In Gide’s life such a woman existed in the flesh, if one can speak of flesh in mentioning his idealized and etherealized cousin Madeleine. If women were forbidden, and sexual relations with them were to be abhorred, the boy in Gide, on reaching manhood, discovered that other boys were not (especially if they were of different race, like young Arabs in Africa) and that anxiety producing heterosexuality could give way to exhilarating homosexuality, even if afterwards there was guilt to be expiated.

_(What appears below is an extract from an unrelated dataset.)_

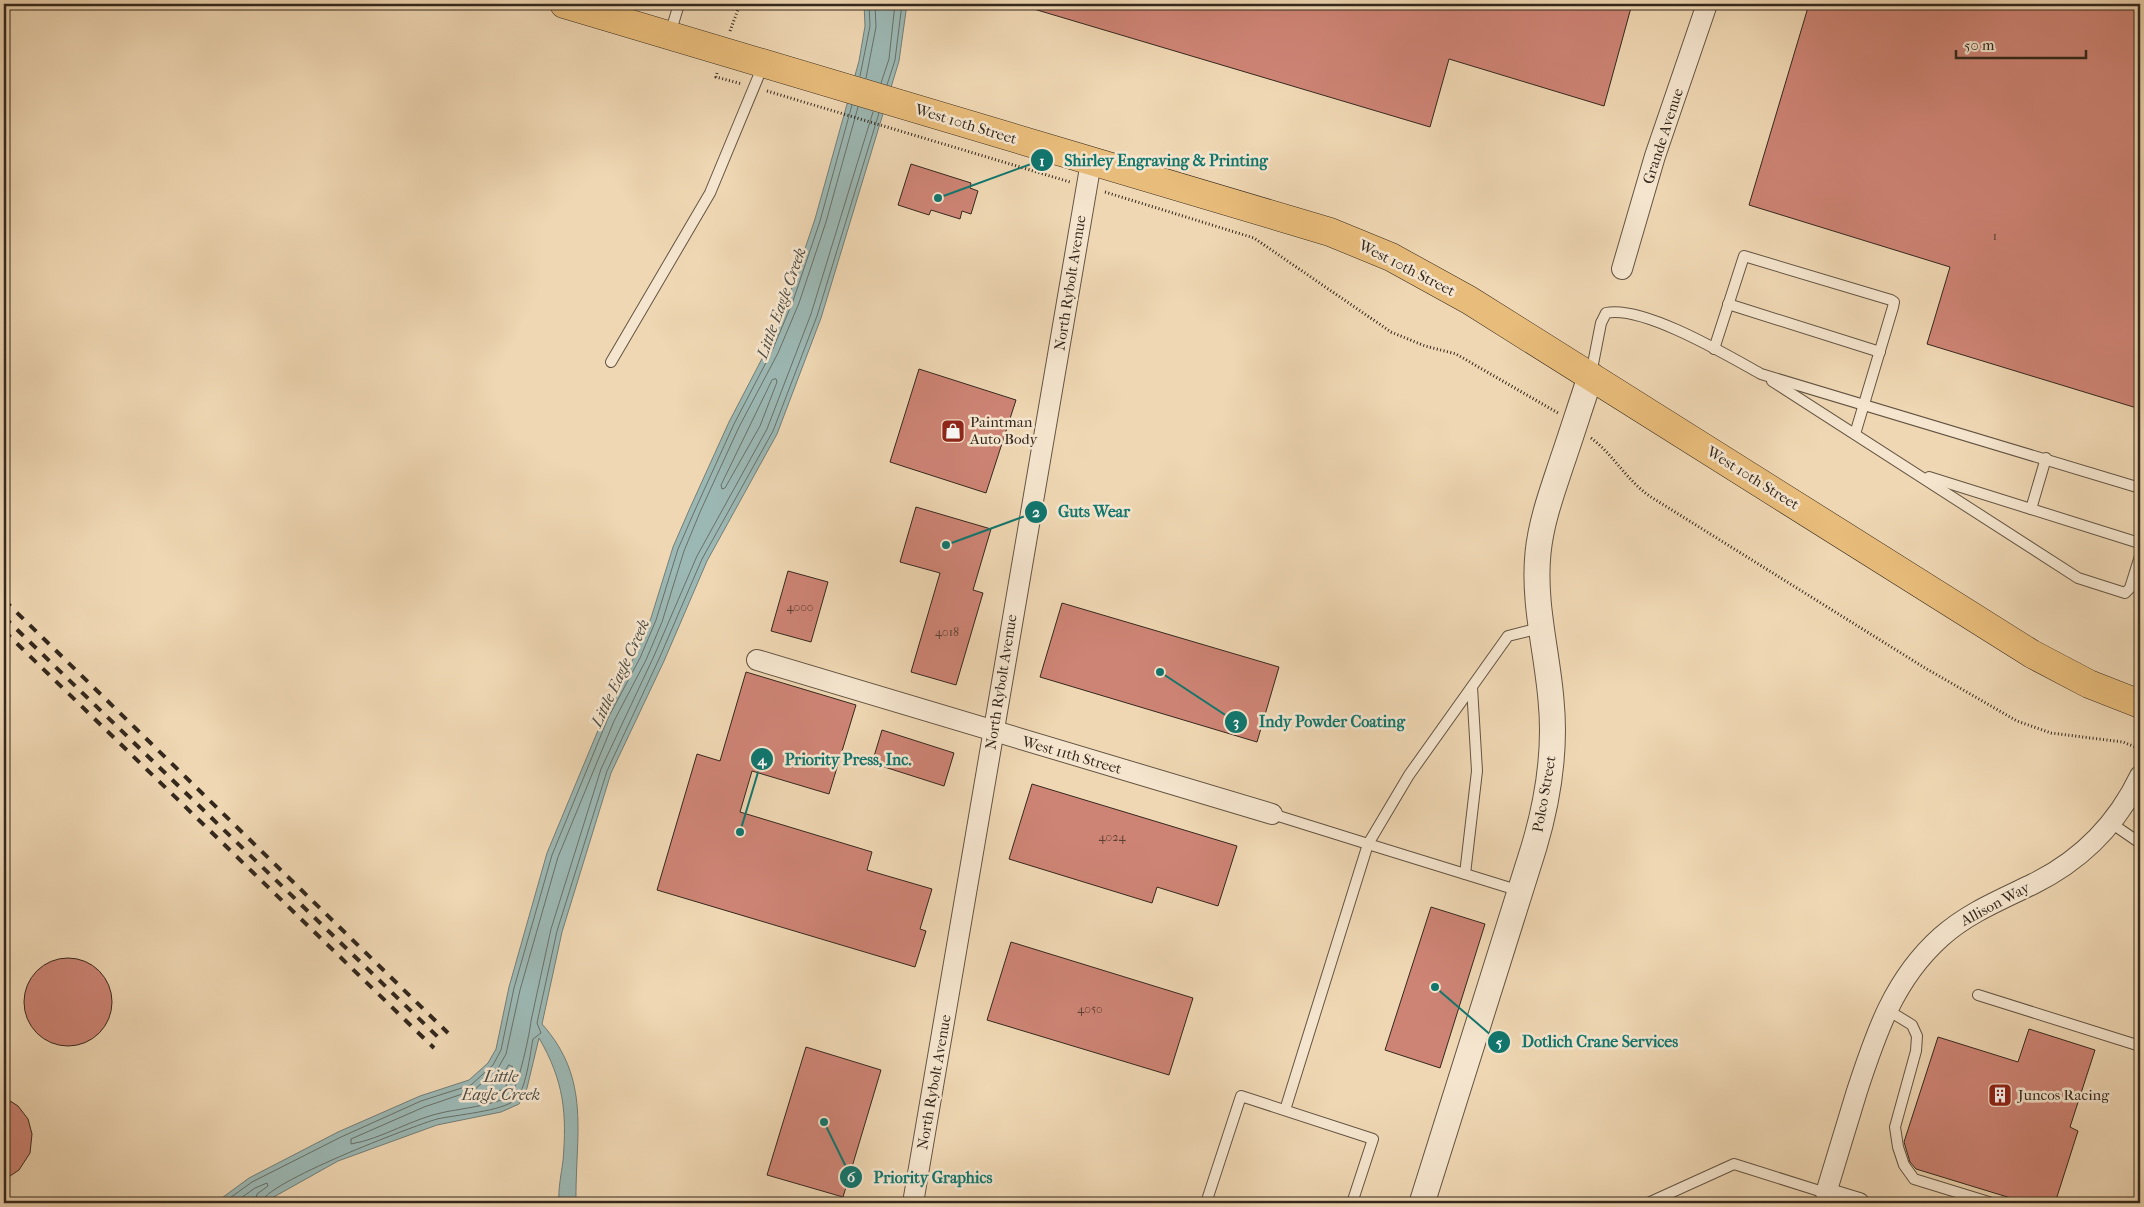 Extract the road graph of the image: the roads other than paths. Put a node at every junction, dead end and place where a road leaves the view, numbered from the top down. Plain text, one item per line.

Gide married his cousin, Madeleine two or three months after his mother’s death (his father had died when he was eleven) and he established a strange modus vivendi for himself: he had a virgin in his home, pure and undefiled, for the Protestant minister in him to love, while the fun-loving boy could release his animal nature among other boys.

We had most of this story long ago from Gide himself and further details of his marriage emerged in the posthumous pages, Et nunc manet in te ... published in 1951.

But the presence of a daughter, and the long friendship with Elisabeth, suggests dramas; beyond those which Gide revealed.

O’Brien discusses, for instance, the burning of Gide’s letters by the longsuffering mother-cousin-wife in 1918, in what he believes was Madeleine’s disillusionment on discovering Gide had fallen in love with a youth, thereby ceasing to dissociate love from animal desire. Might there not, however, be more than this in Madeleine Gide’s act of disillusion and “jealousy”? Elisabeth was already on the horizon; Gide had met her during the first World War. And while this is all vague and requires definition, the evidence does suggest the need for further data. Gide’s trumpeted homosexuality would take on a different light if we discovered him capable of having a relationship with a woman such as he was unable to consummate with his wife.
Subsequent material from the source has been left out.